O atual governo, sob a liderança de Rodrigo Paz Delgado, acusa Morales de instigar protestos que têm paralisado as principais estradas do país. Adicionalmente, ele enfrenta um julgamento em Tarija por suposto tráfico de pessoas, onde é acusado de manter um relacionamento com uma menor de idade em 2015. Com o apoio de seus seguidores, que ganharam força nas eleições subnacionais de março, Morales utiliza suas redes sociais para criticar o governo e se posicionar em apoio aos protestos de camponeses indígenas que clamam pela renúncia de Paz.

Recentemente, o Primeiro Tribunal Criminal Anticorrupção de Tarija expediu um novo mandado de prisão contra Morales, dado seu não comparecimento a uma audiência. Todavia, a execução deste mandado é complicada pela lealdade fervorosa de seus apoiadores, que tornam inviável a detenção sem arriscar a segurança de vidas. As negociações em andamento buscam desarticular os bloqueios e a mobilização popular.

Os analistas políticos observam que este caso destaca um padrão em que as acusações contra Morales emergem em momentos críticos de instabilidade governamental. Em 2020, já havia sido investigado por estupro de vulnerável, mas a falta de evidências concretas impediu o avanço. Agora, sob a nova acusação, o cenário permanece nebuloso, intensificado pelo fato de que a suposta vítima nega qualquer abuso e reside atualmente na Argentina como refugiada.

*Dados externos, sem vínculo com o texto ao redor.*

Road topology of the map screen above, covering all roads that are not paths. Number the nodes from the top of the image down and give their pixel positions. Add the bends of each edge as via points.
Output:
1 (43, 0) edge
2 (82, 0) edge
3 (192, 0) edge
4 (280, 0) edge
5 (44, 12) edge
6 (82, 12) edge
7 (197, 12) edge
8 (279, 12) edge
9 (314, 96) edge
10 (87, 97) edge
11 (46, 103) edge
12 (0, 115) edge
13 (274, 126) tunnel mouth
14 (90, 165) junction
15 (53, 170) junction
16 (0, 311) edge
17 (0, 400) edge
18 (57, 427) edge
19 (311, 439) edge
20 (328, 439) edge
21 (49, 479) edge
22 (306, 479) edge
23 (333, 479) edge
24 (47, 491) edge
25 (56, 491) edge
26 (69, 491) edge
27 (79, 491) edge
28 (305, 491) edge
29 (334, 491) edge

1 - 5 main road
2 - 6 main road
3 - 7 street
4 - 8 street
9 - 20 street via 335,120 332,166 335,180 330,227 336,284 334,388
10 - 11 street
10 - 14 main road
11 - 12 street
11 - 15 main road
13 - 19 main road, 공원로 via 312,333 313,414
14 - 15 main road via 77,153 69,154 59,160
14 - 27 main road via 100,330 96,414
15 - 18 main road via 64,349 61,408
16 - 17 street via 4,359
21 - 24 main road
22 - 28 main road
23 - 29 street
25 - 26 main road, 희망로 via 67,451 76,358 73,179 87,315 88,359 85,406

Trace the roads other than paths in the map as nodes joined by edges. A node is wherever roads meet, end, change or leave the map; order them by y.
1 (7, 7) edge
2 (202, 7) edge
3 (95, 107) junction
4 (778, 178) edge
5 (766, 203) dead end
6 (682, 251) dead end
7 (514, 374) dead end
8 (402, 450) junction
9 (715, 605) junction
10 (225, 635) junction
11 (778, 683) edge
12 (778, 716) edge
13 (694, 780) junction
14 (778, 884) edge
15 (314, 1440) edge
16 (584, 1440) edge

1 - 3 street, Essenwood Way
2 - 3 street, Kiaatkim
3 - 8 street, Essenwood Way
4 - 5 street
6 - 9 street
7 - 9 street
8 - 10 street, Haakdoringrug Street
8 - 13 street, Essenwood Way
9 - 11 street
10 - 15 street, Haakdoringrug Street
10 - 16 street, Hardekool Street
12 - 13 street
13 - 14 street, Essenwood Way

Morales, em sua defesa, alega que o processo jurídico violou diversos princípios do Estado de Direito ao desrespeitar a presunção de inocência. Especialistas ressaltam que a manipulação judicial tem sido uma característica nos desdobramentos políticos da América Latina, fazendo ecoar casos de criminalização de líderes progressistas, como Rafael Correa no Equador e Cristina Kirchner na Argentina.

Com eleições gerais se aproximando em 2030, as esperanças de Morales de retornar ao Palácio Presidencial são alimentadas por sua recente reaproximação com a base de apoio rural. A luta pela legitimidade e pela proteção de seus direitos legais está longe de ser apenas uma batalha pessoal; reflete uma luta mais ampla sobre o futuro político da Bolívia em um contexto de crescente polarização social e judicialização da política.